Talk show hosts and news outlets feed the frenzy, giving rise to the belief that only a victory for one side or the other will secure our democracy and indeed preserve Western civilization. I am not immune to their arguments. I have alternatively despaired and rejoiced as the political pendulum has swung back and forth. Count after recount pours in, lawyers and spokesmen make their claims, and I watch, breathless, on the edge of my seat. Between politician’s tweets and electoral vote updates, I occasionally remember to pray, and as I do so, one phrase comes to mind over and over. I don’t like it much. It arrests and convicts me: “Put not your trust in princes” (Psalm 146:3a).

But … but … what about princes who are doing God’s work? Should I not long for their victory, for their rule to be secured? And the answer I keep getting is, No. No, because my longing is too great. My emotions are far too invested in their temporal reign. No, because the rule of man is never truly secured. All princes and politicians occupy their place in this world only because God himself has put them there, and their sovereignty is brief and illusory. Regardless of how righteous each one is, how virtuous his platform, or how wide-reaching his policies might be, he is, ultimately, “a son of man, in whom there is no help.”

Robbed of my political idol, I find myself bereft. I mentally grasp about, seeking a shiny new toy to satisfy me. What about a prince of the church? If I cannot take refuge in a politician, perhaps a pope will do. Whenever I am asked what famous person I would most like to meet, Pope John Paul II is always my go-to guy. I have taken pride in the fact that I chose someone for his moral fortitude, his brilliance, and his exemplification of Christ, rather than idolizing a vapid Hollywood persona or a fleeting sports figure. JP2 was undeniably a great force for good, an instrument of righteousness. Surely the adulation of such a spiritual giant such as he can be acceptable, right?

And the answer returns: No. Not if my enthusiasm becomes a sort of quasi-worship-or-idolatry, which it so easily does. I have learned through this bitter election cycle that I am dangerously vulnerable to such temptations, consciously or not. I see a light in the political darkness and pursue it as doggedly as a moth to a flickering bulb. I must be more mindful than that. We all should. There is a glorious Son whose light shines a whole lot brighter and who is far more worthy of our attention.

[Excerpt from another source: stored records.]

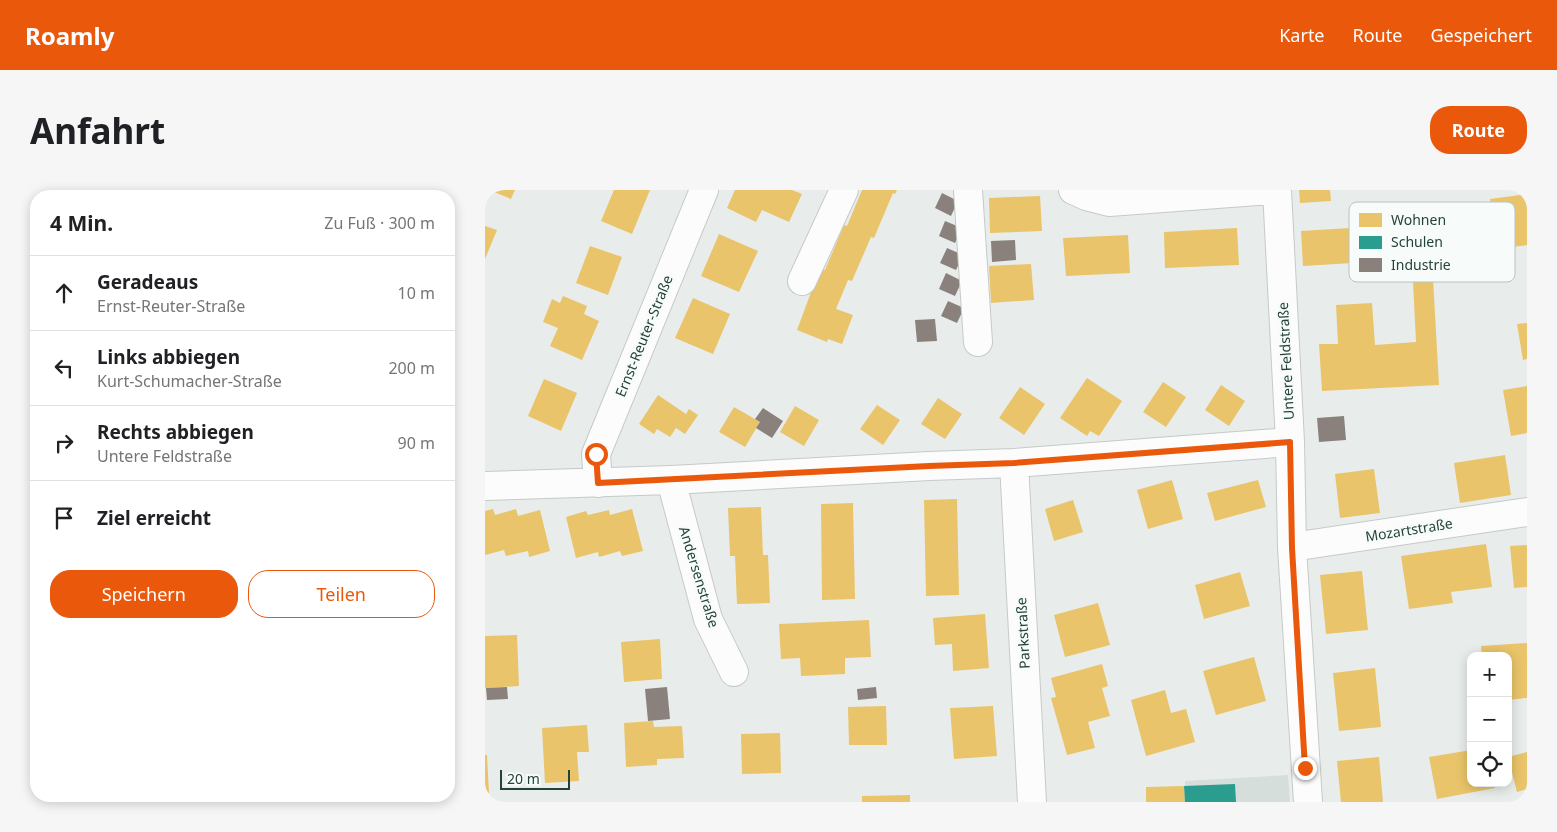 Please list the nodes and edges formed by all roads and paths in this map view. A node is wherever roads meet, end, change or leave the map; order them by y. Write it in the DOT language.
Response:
graph roads {
  1 [pos="704,190"];
  2 [pos="844,190"];
  3 [pos="968,190"];
  4 [pos="1073,190"];
  5 [pos="1271,190"];
  6 [pos="1277,190"];
  7 [pos="802,281"];
  8 [pos="978,342"];
  9 [pos="1290,442"];
  10 [pos="1014,463"];
  11 [pos="671,480"];
  12 [pos="598,483"];
  13 [pos="485,486"];
  14 [pos="1527,512"];
  15 [pos="1292,548"];
  16 [pos="734,672"];
  17 [pos="1032,802"];
  18 [pos="1308,802"];
  1 -- 12 [label="street, Ernst-Reuter-Straße"];
  2 -- 7 [label="street"];
  3 -- 8 [label="street"];
  4 -- 5 [label="street"];
  6 -- 9 [label="street, Untere Feldstraße"];
  9 -- 10 [label="street"];
  9 -- 15 [label="street, Untere Feldstraße"];
  10 -- 11 [label="street"];
  10 -- 17 [label="street, Parkstraße"];
  11 -- 12 [label="street"];
  11 -- 16 [label="street, Andersenstraße"];
  12 -- 13 [label="street"];
  14 -- 15 [label="street, Mozartstraße"];
  15 -- 18 [label="street, Untere Feldstraße"];
} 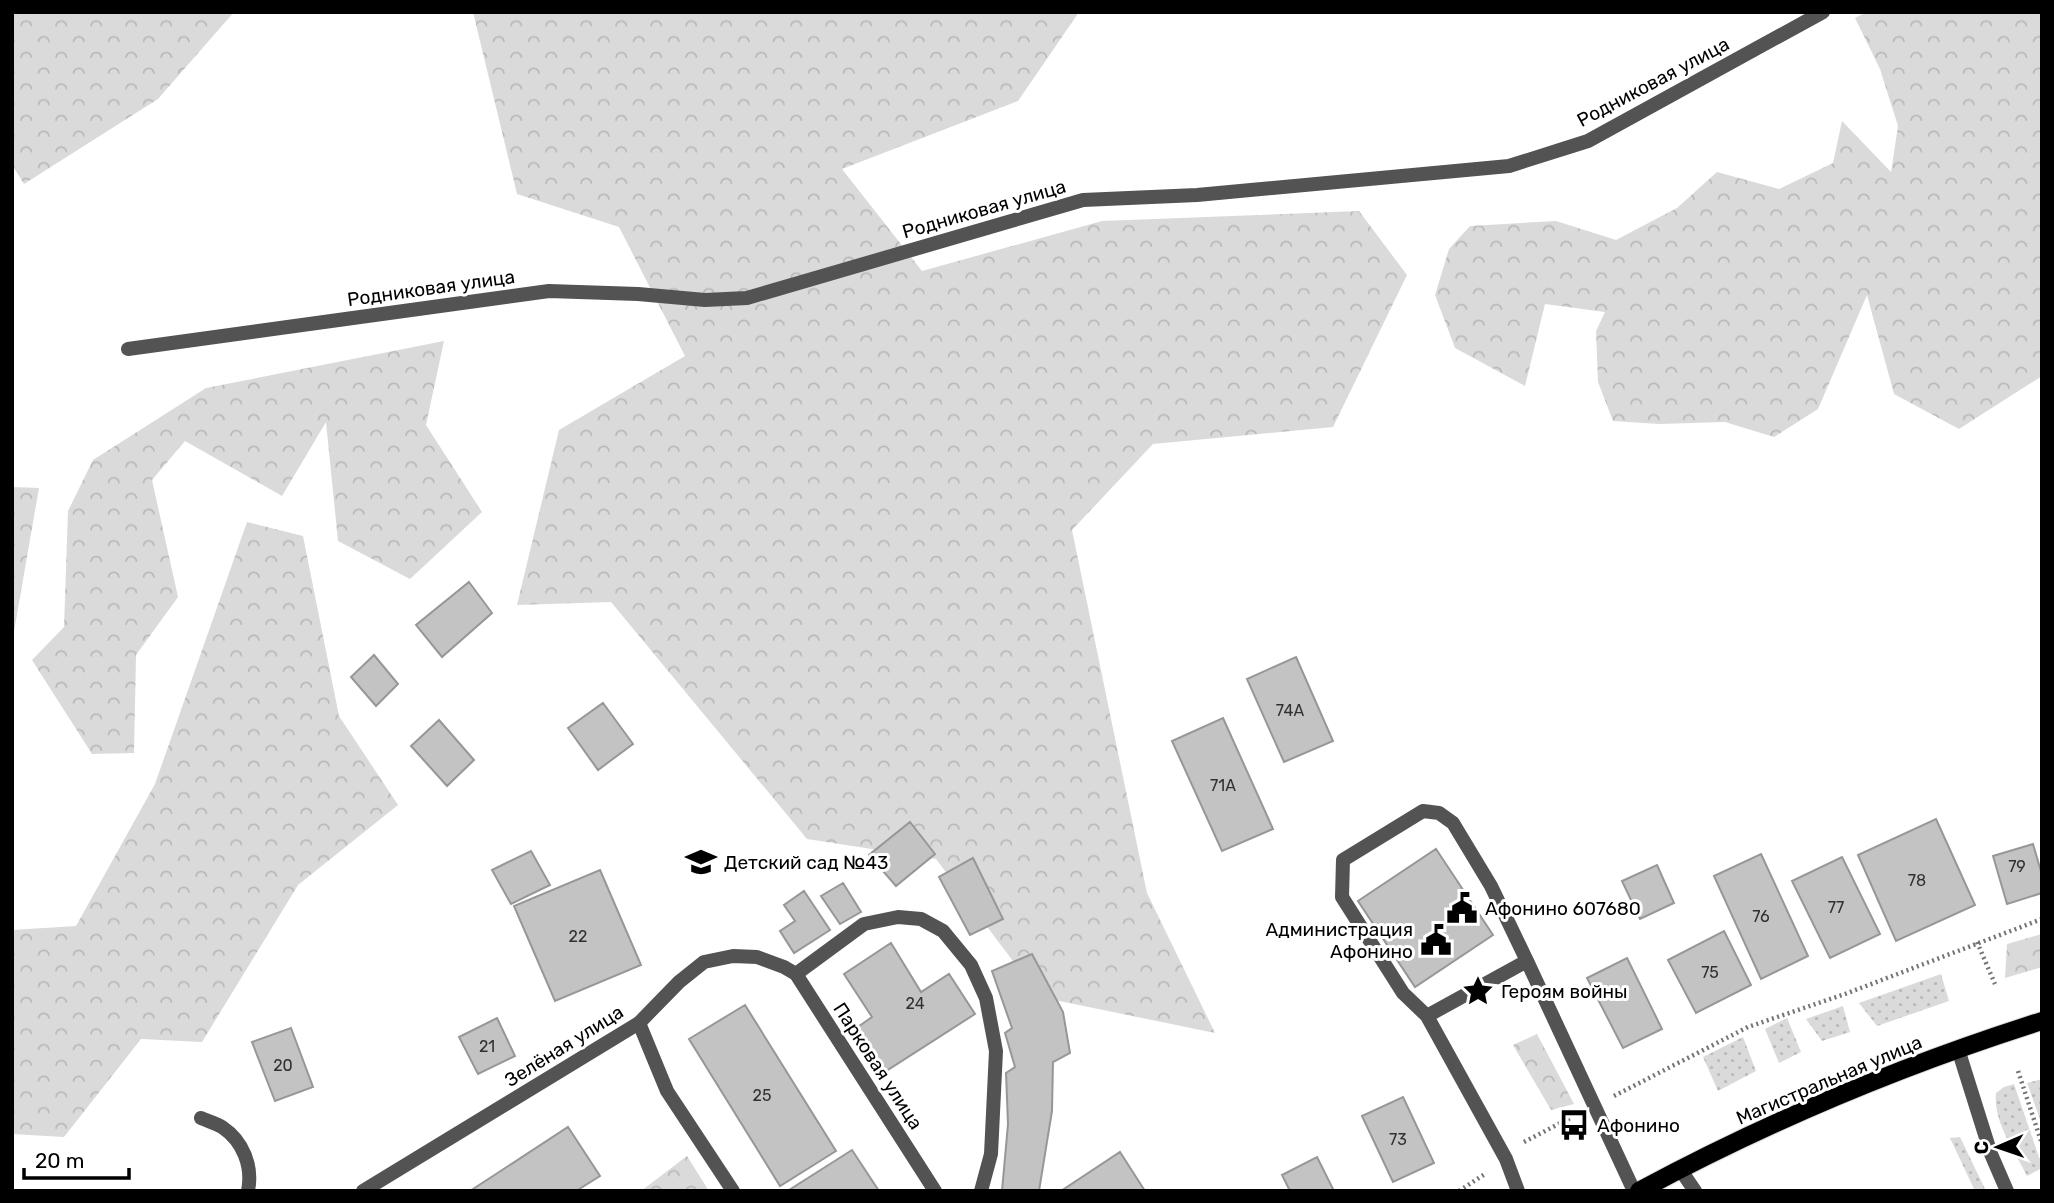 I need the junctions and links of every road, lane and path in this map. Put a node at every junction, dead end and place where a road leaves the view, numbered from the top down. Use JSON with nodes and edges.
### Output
{"nodes":[{"id":1,"x":1823,"y":12,"type":"edge"},
{"id":2,"x":128,"y":349,"type":"dead end"},
{"id":3,"x":2042,"y":919,"type":"edge"},
{"id":4,"x":1977,"y":942,"type":"junction"},
{"id":5,"x":1527,"y":961,"type":"junction"},
{"id":6,"x":790,"y":970,"type":"junction"},
{"id":7,"x":1995,"y":984,"type":"dead end"},
{"id":8,"x":1427,"y":1016,"type":"junction"},
{"id":9,"x":2042,"y":1021,"type":"edge"},
{"id":10,"x":639,"y":1023,"type":"junction"},
{"id":11,"x":1958,"y":1049,"type":"junction"},
{"id":12,"x":2018,"y":1071,"type":"dead end"},
{"id":13,"x":1595,"y":1106,"type":"junction"},
{"id":14,"x":201,"y":1118,"type":"dead end"},
{"id":15,"x":2042,"y":1144,"type":"edge"},
{"id":16,"x":1680,"y":1169,"type":"junction"},
{"id":17,"x":248,"y":1191,"type":"edge"},
{"id":18,"x":363,"y":1191,"type":"edge"},
{"id":19,"x":733,"y":1191,"type":"edge"},
{"id":20,"x":935,"y":1191,"type":"edge"},
{"id":21,"x":981,"y":1191,"type":"edge"},
{"id":22,"x":1518,"y":1191,"type":"edge"},
{"id":23,"x":1636,"y":1191,"type":"edge"},
{"id":24,"x":1695,"y":1191,"type":"edge"},
{"id":25,"x":2007,"y":1191,"type":"edge"}],
"edges":[{"from":1,"to":2,"type":"street","name":"Родниковая улица"},
{"from":3,"to":4,"type":"path"},
{"from":4,"to":7,"type":"path"},
{"from":4,"to":13,"type":"path"},
{"from":5,"to":8,"type":"street"},
{"from":5,"to":8,"type":"street"},
{"from":5,"to":13,"type":"street"},
{"from":6,"to":10,"type":"street","name":"Зелёная улица"},
{"from":6,"to":20,"type":"street","name":"Парковая улица"},
{"from":6,"to":21,"type":"street"},
{"from":8,"to":22,"type":"street"},
{"from":9,"to":11,"type":"main road","name":"Магистральная улица"},
{"from":10,"to":18,"type":"street","name":"Зелёная улица"},
{"from":10,"to":19,"type":"street"},
{"from":11,"to":16,"type":"main road","name":"Магистральная улица"},
{"from":11,"to":25,"type":"street"},
{"from":12,"to":15,"type":"path"},
{"from":13,"to":23,"type":"street"},
{"from":14,"to":17,"type":"street"},
{"from":16,"to":23,"type":"main road","name":"Магистральная улица"},
{"from":16,"to":24,"type":"street"}]} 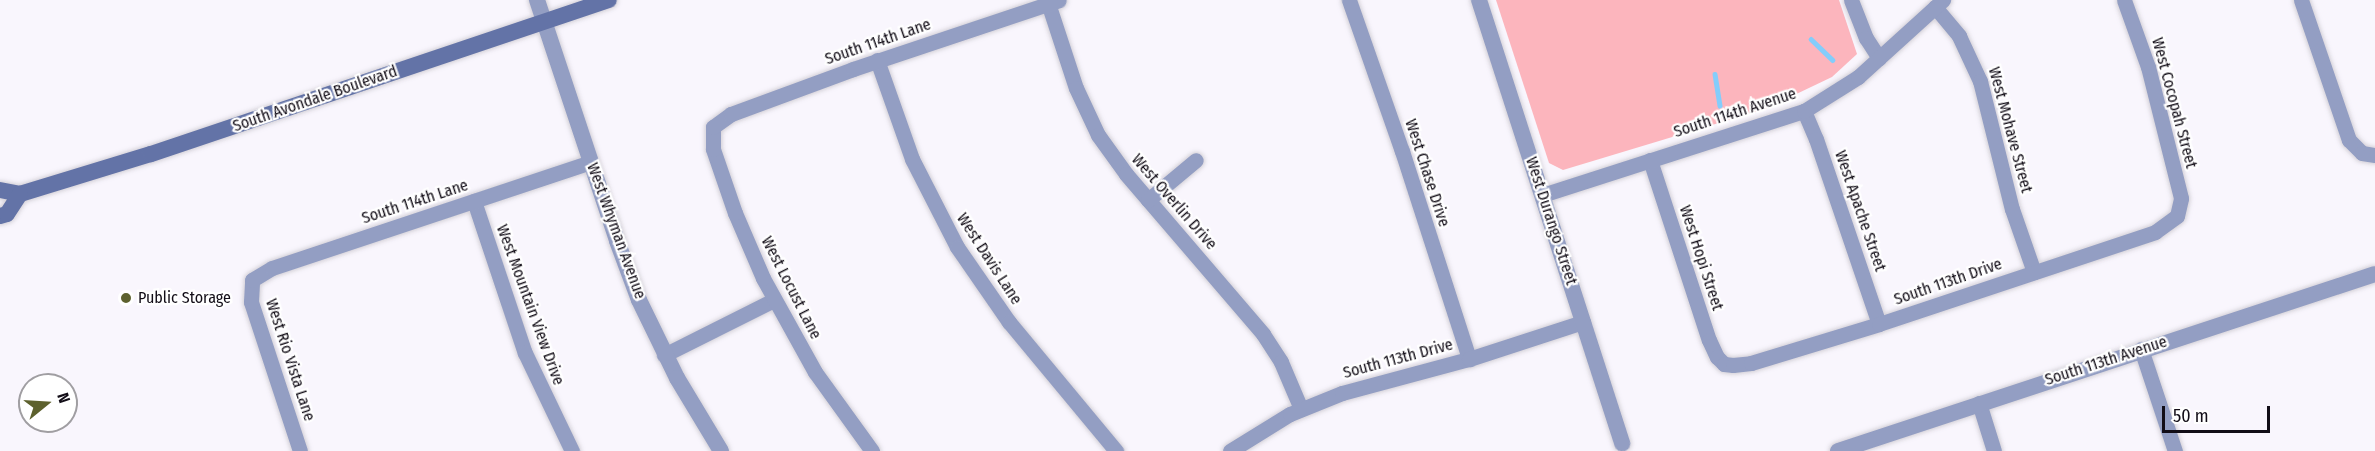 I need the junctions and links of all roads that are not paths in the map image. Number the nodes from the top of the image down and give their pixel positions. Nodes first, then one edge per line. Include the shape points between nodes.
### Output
1 (537, 0) edge
2 (609, 0) edge
3 (1348, 0) edge
4 (1479, 0) edge
5 (1851, 0) edge
6 (2124, 0) edge
7 (2301, 0) edge
8 (1053, 2) edge
9 (1939, 3) edge
10 (544, 22) junction
11 (1879, 58) junction
12 (877, 60) junction
13 (1804, 111) junction
14 (713, 127) joint
15 (2368, 154) edge
16 (1196, 160) dead end
17 (1650, 160) junction
18 (591, 162) junction
19 (0, 190) edge
20 (20, 194) junction
21 (1542, 195) junction
22 (1148, 200) junction
23 (474, 201) junction
24 (0, 216) edge
25 (2177, 216) joint
26 (2034, 272) junction
27 (2375, 274) edge
28 (252, 280) joint
29 (774, 300) junction
30 (1583, 322) junction
31 (1879, 324) junction
32 (2141, 349) junction
33 (664, 354) junction
34 (1469, 359) junction
35 (1724, 364) joint
36 (1979, 403) junction
37 (1301, 409) junction
38 (1624, 448) edge
39 (300, 451) edge
40 (572, 451) edge
41 (721, 451) edge
42 (872, 451) edge
43 (1116, 451) edge
44 (1230, 451) edge
45 (1838, 451) edge
46 (1994, 451) edge
47 (2175, 451) edge

1 - 10 street, West Whyman Avenue
2 - 10 main road, South Avondale Boulevard
3 - 34 street, West Chase Drive
4 - 21 street, West Durango Street
5 - 11 street via 1866,38
6 - 25 street, West Cocopah Street via 2148,66 2179,189 2181,207
7 - 15 street via 2345,131 2354,147
8 - 12 street, South 114th Lane
8 - 22 street, West Overlin Drive via 1076,88 1090,120 1116,163
9 - 11 street, South 114th Avenue
9 - 26 street, West Mohave Street via 1980,81 2010,201
10 - 18 street, West Whyman Avenue
10 - 20 main road, South Avondale Boulevard
11 - 13 street, South 114th Avenue via 1845,87
12 - 14 street, South 114th Lane via 731,114
12 - 43 street, West Davis Lane via 912,159 957,247 1009,322
13 - 17 street, South 114th Avenue
13 - 31 street, West Apache Street
14 - 29 street, West Locust Lane via 713,149 735,213
16 - 22 street
17 - 21 street, South 114th Avenue
17 - 35 street, West Hopi Street via 1708,340
18 - 23 street, South 114th Lane
18 - 33 street, West Whyman Avenue via 628,270
19 - 20 main road, South Avondale Boulevard
20 - 24 main road via 7,214
21 - 30 street, West Durango Street
22 - 37 street, West Overlin Drive via 1263,334 1281,362
23 - 28 street, South 114th Lane via 272,268
23 - 40 street, West Mountain View Drive via 525,353
25 - 26 street, South 113th Drive via 2155,232
26 - 31 street, South 113th Drive
27 - 32 street, South 113th Avenue
28 - 39 street, West Rio Vista Lane via 251,302
29 - 33 street
29 - 42 street, West Locust Lane via 815,372
30 - 34 street, South 113th Drive
30 - 38 street, West Durango Street
31 - 35 street, South 113th Drive via 1751,363
32 - 36 street, South 113th Avenue
32 - 47 street
33 - 41 street, West Whyman Avenue
34 - 37 street, South 113th Drive via 1359,387
36 - 45 street, South 113th Avenue
36 - 46 street
37 - 44 street, South 113th Drive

Of course it is incumbent upon every Catholic to recall the principles of our faith when we enter the voting booth, and we should vote for candidates whose positions are in alignment with Truth. But when we fill in our ballot bubble, when we make our choice and cast our lot, we must take care to maintain an eternal perspective. As Sister Deirdre Byrne said at the RNC last month, we are called not just to be pro-life but to be pro-ETERNAL life. Yes, we can have our favorites in this world, and we can hope their ascension will ensure godly policies at least for the time being . But as these princes occupy their little, temporary thrones, let us not forget that the entire earth is God’s footstool. Let us lift our eyes beyond this present horizon to something much higher and much greater. Let us remember that we are citizens of Heaven first and foremost, and let us reserve our total allegiance for the true and eternal King.